- Dataset
Segment Open

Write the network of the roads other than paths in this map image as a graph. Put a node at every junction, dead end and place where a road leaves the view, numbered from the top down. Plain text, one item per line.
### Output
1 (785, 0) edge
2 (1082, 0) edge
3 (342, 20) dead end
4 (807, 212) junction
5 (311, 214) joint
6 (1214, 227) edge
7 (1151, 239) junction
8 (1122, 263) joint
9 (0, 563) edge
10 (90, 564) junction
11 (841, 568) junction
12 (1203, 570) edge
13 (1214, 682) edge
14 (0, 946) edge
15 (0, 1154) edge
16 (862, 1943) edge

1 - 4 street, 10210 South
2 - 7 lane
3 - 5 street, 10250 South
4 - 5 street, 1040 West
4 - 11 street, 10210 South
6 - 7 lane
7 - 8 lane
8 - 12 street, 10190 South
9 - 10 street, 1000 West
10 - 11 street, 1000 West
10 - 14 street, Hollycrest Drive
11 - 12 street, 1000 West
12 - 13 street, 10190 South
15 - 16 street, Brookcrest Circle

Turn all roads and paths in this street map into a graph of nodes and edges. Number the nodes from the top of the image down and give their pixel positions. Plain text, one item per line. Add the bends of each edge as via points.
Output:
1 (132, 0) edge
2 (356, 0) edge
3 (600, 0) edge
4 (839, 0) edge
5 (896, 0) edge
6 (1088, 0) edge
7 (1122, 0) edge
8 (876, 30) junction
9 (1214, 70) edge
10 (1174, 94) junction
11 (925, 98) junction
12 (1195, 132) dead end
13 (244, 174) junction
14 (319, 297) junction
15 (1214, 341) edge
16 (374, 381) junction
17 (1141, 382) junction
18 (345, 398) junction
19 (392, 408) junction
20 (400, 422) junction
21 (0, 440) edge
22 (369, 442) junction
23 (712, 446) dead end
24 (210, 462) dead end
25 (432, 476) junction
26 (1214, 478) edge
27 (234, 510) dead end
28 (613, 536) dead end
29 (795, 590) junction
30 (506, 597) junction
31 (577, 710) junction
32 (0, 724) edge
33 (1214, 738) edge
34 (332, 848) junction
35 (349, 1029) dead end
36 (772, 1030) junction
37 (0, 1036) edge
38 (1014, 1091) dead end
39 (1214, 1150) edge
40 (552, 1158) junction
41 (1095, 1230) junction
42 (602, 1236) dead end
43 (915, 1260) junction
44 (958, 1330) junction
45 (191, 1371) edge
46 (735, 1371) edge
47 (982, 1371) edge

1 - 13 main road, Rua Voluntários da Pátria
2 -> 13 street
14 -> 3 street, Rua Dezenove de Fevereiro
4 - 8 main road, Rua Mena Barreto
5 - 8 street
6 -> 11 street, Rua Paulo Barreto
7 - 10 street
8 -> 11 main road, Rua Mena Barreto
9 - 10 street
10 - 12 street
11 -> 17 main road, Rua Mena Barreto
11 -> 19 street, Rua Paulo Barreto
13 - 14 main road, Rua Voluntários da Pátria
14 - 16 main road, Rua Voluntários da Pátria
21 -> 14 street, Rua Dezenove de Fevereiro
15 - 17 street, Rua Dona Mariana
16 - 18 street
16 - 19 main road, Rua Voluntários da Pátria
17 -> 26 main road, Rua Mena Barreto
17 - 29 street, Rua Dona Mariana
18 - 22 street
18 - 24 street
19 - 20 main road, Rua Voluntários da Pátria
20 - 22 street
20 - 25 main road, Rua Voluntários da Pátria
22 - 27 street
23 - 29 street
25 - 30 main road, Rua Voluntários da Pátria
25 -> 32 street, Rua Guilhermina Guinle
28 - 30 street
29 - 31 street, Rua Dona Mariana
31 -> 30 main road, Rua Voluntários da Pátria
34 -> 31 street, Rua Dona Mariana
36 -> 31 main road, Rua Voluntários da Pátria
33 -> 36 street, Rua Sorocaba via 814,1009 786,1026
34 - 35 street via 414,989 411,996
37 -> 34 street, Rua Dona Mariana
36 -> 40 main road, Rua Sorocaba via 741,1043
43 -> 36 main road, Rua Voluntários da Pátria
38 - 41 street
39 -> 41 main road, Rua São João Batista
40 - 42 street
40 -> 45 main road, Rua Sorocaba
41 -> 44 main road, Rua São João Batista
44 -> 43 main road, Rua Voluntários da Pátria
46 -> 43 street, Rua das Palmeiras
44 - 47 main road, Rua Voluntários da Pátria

Segment Closed

- Task description
Return the lines of the listing above exactly as they appear, starting with the first and stopping after the line that holds "Turn all roads".

- Answer to this problem
Write the network of the roads other than paths in this map image as a graph. Put a node at every junction, dead end and place where a road leaves the view, numbered from the top down. Plain text, one item per line.
### Output
1 (785, 0) edge
2 (1082, 0) edge
3 (342, 20) dead end
4 (807, 212) junction
5 (311, 214) joint
6 (1214, 227) edge
7 (1151, 239) junction
8 (1122, 263) joint
9 (0, 563) edge
10 (90, 564) junction
11 (841, 568) junction
12 (1203, 570) edge
13 (1214, 682) edge
14 (0, 946) edge
15 (0, 1154) edge
16 (862, 1943) edge

1 - 4 street, 10210 South
2 - 7 lane
3 - 5 street, 10250 South
4 - 5 street, 1040 West
4 - 11 street, 10210 South
6 - 7 lane
7 - 8 lane
8 - 12 street, 10190 South
9 - 10 street, 1000 West
10 - 11 street, 1000 West
10 - 14 street, Hollycrest Drive
11 - 12 street, 1000 West
12 - 13 street, 10190 South
15 - 16 street, Brookcrest Circle

Turn all roads and paths in this street map into a graph of nodes and edges. Number the nodes from the top of the image down and give their pixel positions. Plain text, one item per line. Add the bends of each edge as via points.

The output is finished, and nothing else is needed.